Is Open Source Software Necessarily Cheaper?

Bill Gates, in a famous open letter to hobbyists in 1976, argued that the software shouldn't be available for free (gratis), because if it were then no one would like to develop software, quality software anymore:

Why is this? As the majority of hobbyists must be aware, most of you steal your software. Hardware must be paid for, but software is something to share. Who cares if the people who worked on it get paid?

Is this fair? One thing you don't do by stealing software is get back at MITS for some problem you may have had. MITS doesn't make money selling software. The royalty paid to us, the manual, the tape and the overhead make it a break-even operation. One thing you do do is prevent good software from being written. Who can afford to do professional work for nothing? What hobbyist can put 3-man years into programming, finding all bugs, documenting his product and distribute for free? The fact is, no one besides us has invested a lot of money in hobby software. We have written 6800 BASIC, and are writing 8080 APL and 6800 APL, but there is very little incentive to make this software available to hobbyists. Most directly, the thing you do is theft.

His logic was, and is still sound: very few of us can do something for our own interest, with total disregard for our own economics needs. We feel good if we work on a product that we love and give it away for free, and those who are lucky enough to get our gifts will be grateful to us for making their lives a little better ( at no charge!). But we need to eat, we need to pay our bills, we need to feed our kids and we need to prove to the world that we are somebody useful. Classical economics will suggest that without economical incentives there is little point in writing good, quality, easy-to-use software.

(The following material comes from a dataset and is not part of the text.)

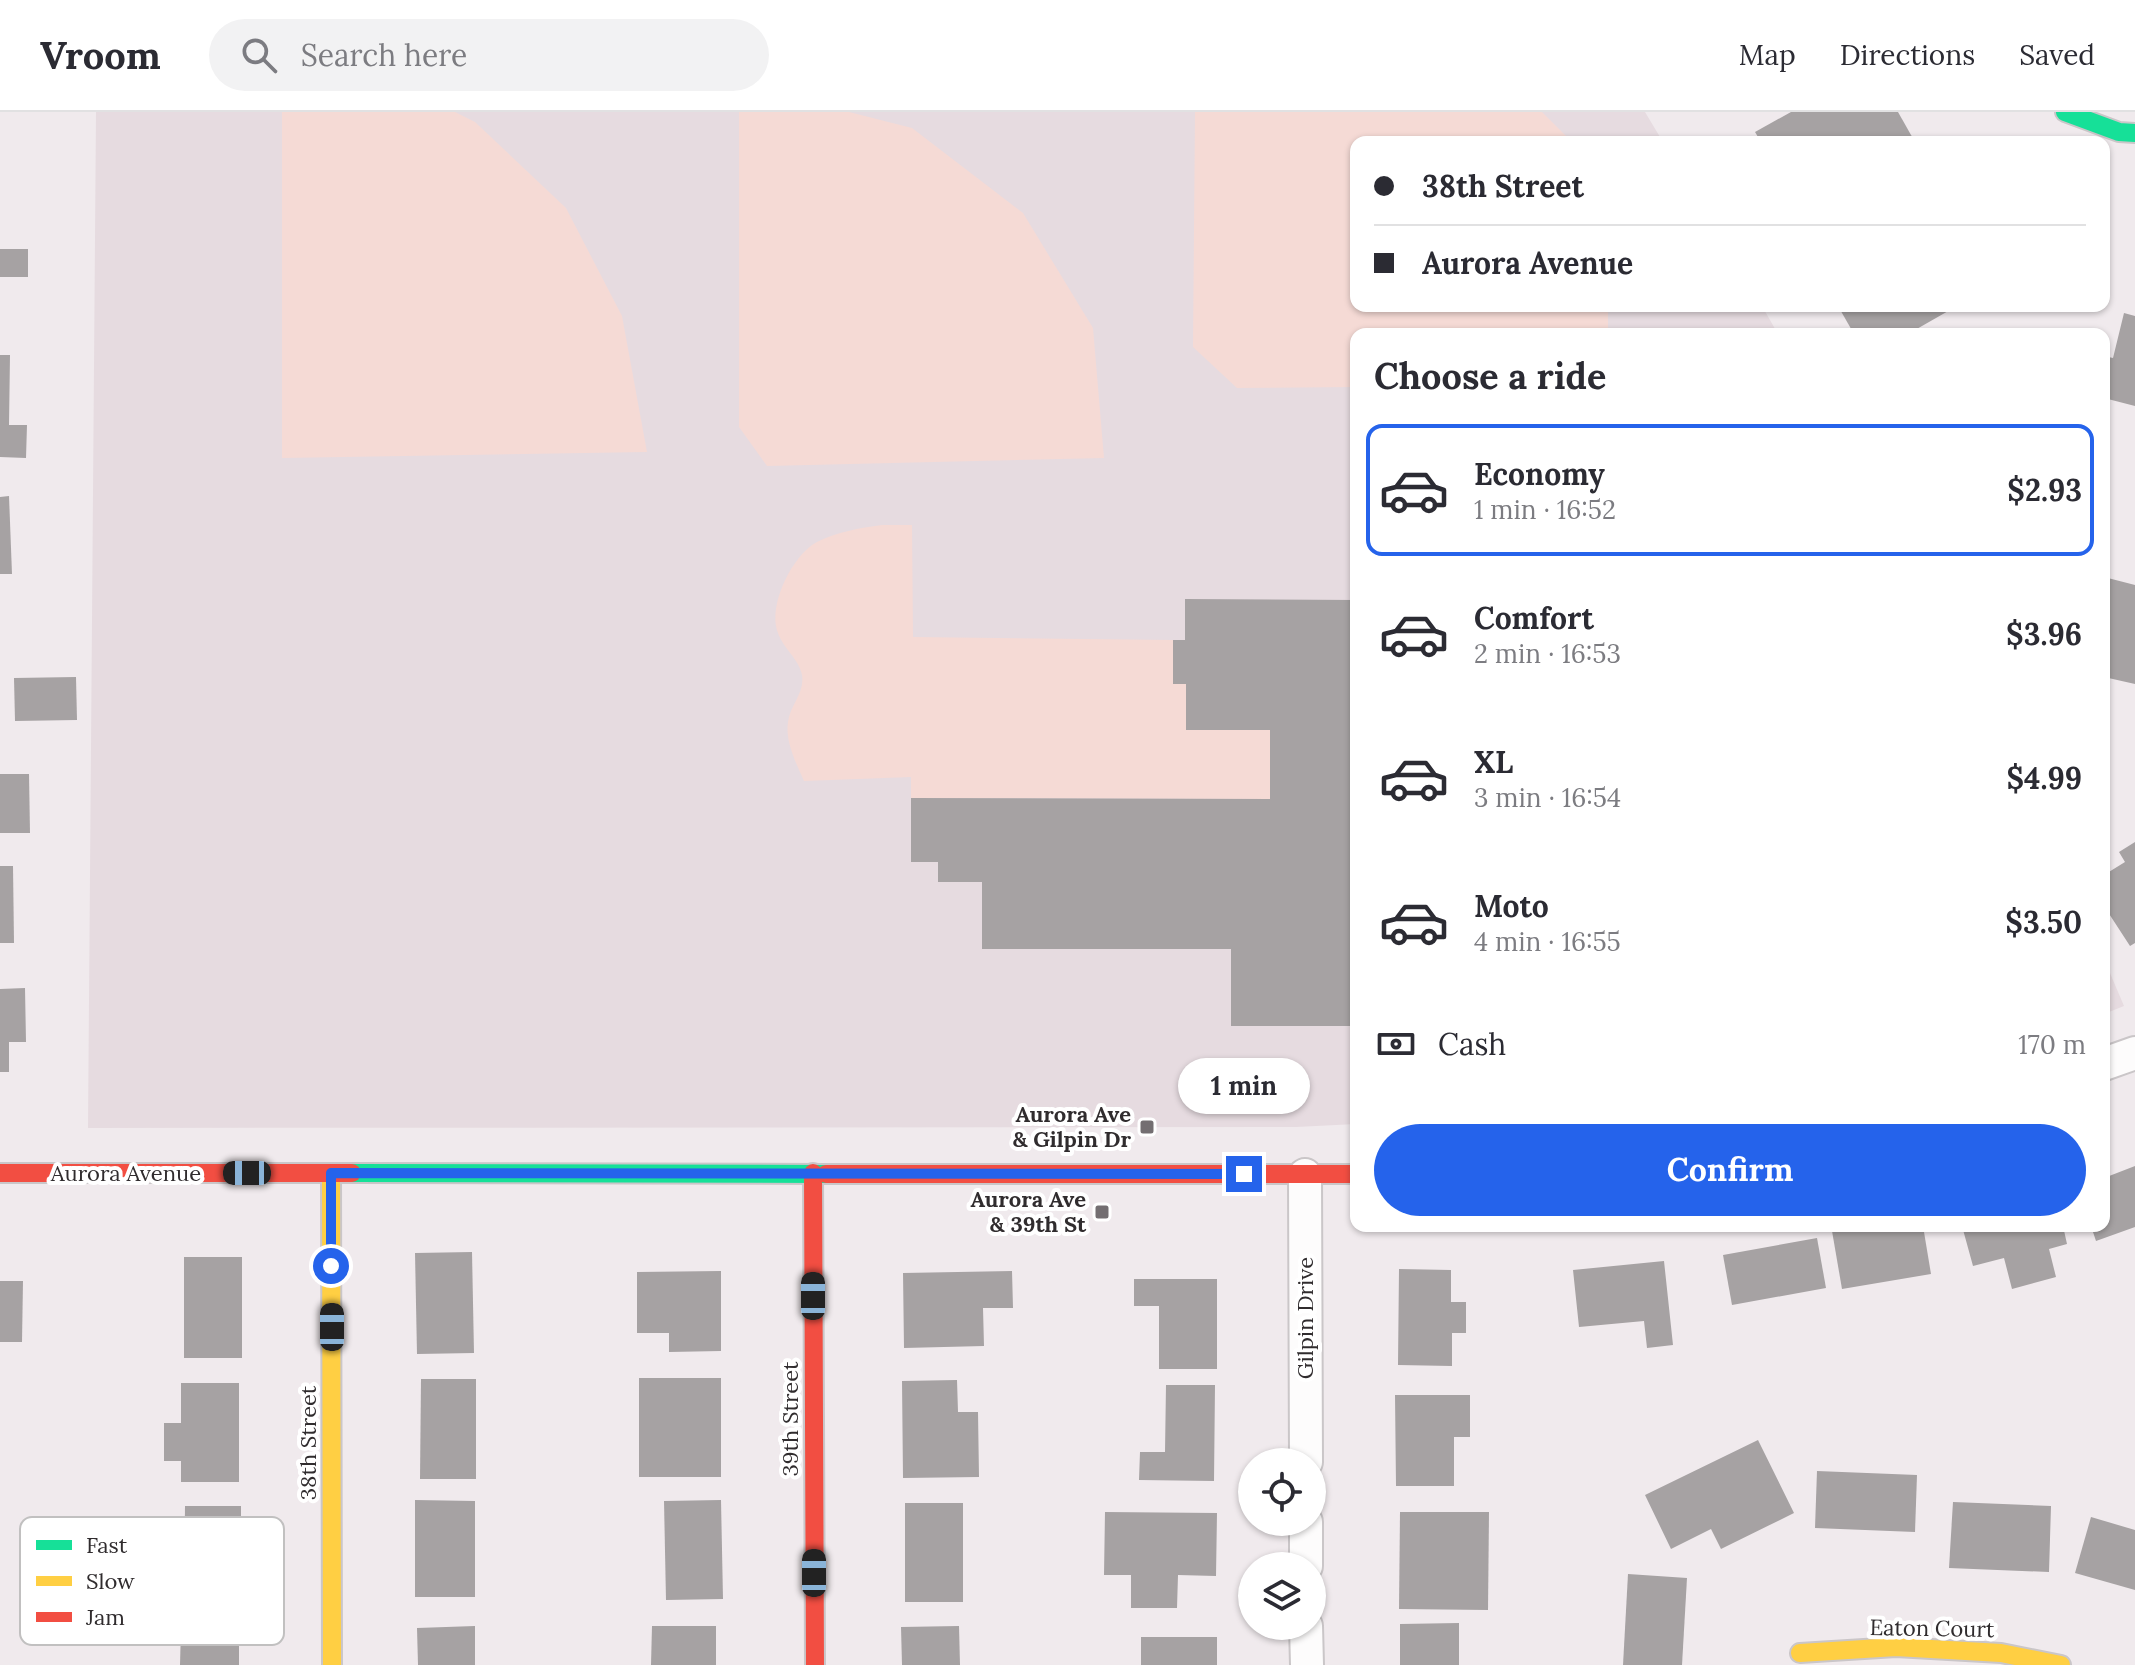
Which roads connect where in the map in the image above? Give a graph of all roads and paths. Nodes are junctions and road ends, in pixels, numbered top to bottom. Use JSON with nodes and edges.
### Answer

But with the advent of open source concepts, particularly with the rise of open source software such as Linux Operating System and Mozilla Firefox web browser, this theory is put to test. Some really outstanding open source software are on par of proprietary software in terms of quality. Linux OS is said to be more stable than Microsoft's Windows, and the Microsoft's Internet Explorer is definitely no match for Firefox in terms of stability, security, extensibility and user friendliness. Who said quality software can't be produced by enthusiastic, part-time programmers who are not motivated by monetary rewards!

The success of some open source software proves that there is such a free lunch after all.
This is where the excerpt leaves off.